Partendo dai furti d’arte possiamo affermare che questi avvengono maggiormente in abitazioni private, ma anche musei e luoghi di culto.[17] Un altro problema è la contraffazione, alterazione e falsificazione di opere d’arte che non erano sanzionate nell’ordinamento italiano fino a che non venne emanata la legge 20 novembre 1971, n. 1062[18], successivamente modificata dal D.lgs. 22 gennaio 2004, n. 42 agli artt. 178 e 179.[19] Ovviamente questo genere di reato, difficilmente perseguibile, causa dei danni agli artisti e anche agli acquirenti, provocando implicazioni per il mercato. Purtroppo questa tipologia di reato, ormai largamente diffusa, beneficia della mancanza di deterrenti legislativi. Un altro problema e rappresentato dallo scavo clandestino (o illecito) che risulta davvero dannoso in quanto operato in modo frettoloso, trascurando le accuratezze della scienza. Infatti i criminali tengono conto solo del valore venale della ricerca e finiscono per distruggere la morfologia del sito rendendo difficile agli studiosi la lettura da un punto di vista storicoculturale. Ricordiamo che per la legislazione italiana tutto ciò che si trova nel sottosuolo appartiene ipso iure allo Stato e rientra nel patrimonio indisponibile.[20] Il commercio avviene spesso attraverso siti specializzati nella vendita online (per esempio eBay), i gruppi criminali provano frequentemente a veicolare beni rubati, falsificati o provenienti, appunto, da scavi illeciti.[21] La prima arma di contrasto a tale fenomeno è rappresentata dalla “Banca Dati dei beni culturali illecitamente sottratti”, la più grande a livello mondiale, prevista dall’art. 85 del d.lgs. 22 gennaio 2004, n. 42. La Banca Dati contiene informazioni descrittive e fotografiche relative ai beni culturali da ricercare e rappresenta un ausilio fondamentale a supporto delle attività investigative condotte dalle Forze di Polizia, dalle Soprintendenze, dagli Uffici Doganali e da INTERPOL per i beni all’estero, in particolare dal Comando Carabinieri TPC. La Banca Dati, quotidianamente aggiornata, è caratterizzata da moduli base e moduli per il supporto delle indagini.[22]

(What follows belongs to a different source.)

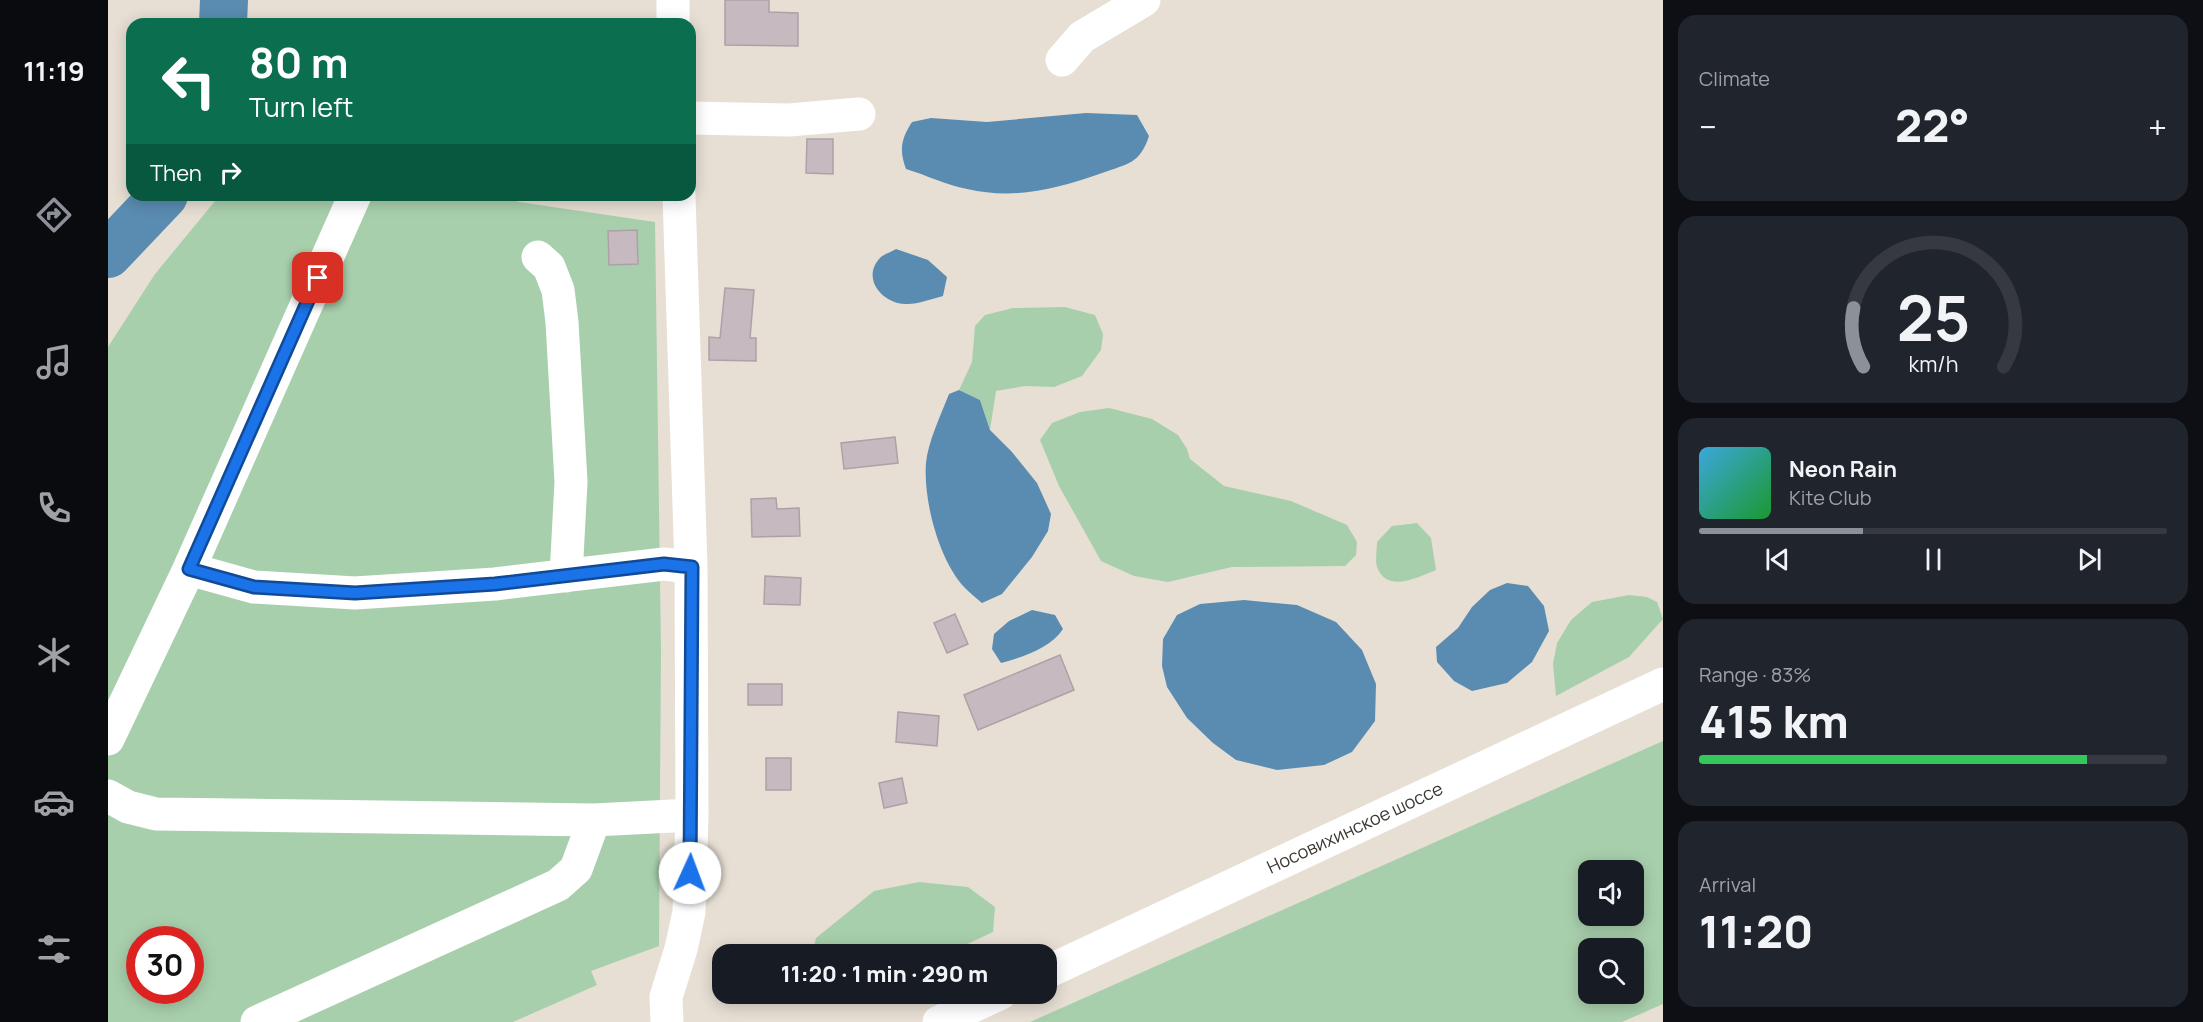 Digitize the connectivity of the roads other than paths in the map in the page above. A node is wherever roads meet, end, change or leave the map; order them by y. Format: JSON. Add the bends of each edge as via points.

Questo nuovo sistema ha la capacità di verificare e ritrovare termini lessicali utilizzati per la descrizione dell’opera e di confrontare immagini o parti di esse sulla base delle caratteristiche grafiche. Al fine di ottimizzare le attività di catalogazione dei beni culturali trafugati, attività alla base di ogni politica di tutela, le informazioni dei beni da catalogare vengono integrate con i dati messi a disposizione dai Sistemi informativi di MIC, Conferenza Episcopale Italiana (CEI), altri Organismi quali INTERPOL (Organizzazione Internazionale della Polizia Criminale), UNESCO, ICCROM (organizzazione intergovernativa volta a promuovere la conservazione di tutte le forme di patrimonio culturale in tutte le regioni del mondo), ecc., con i quali il Comando collabora quotidianamente.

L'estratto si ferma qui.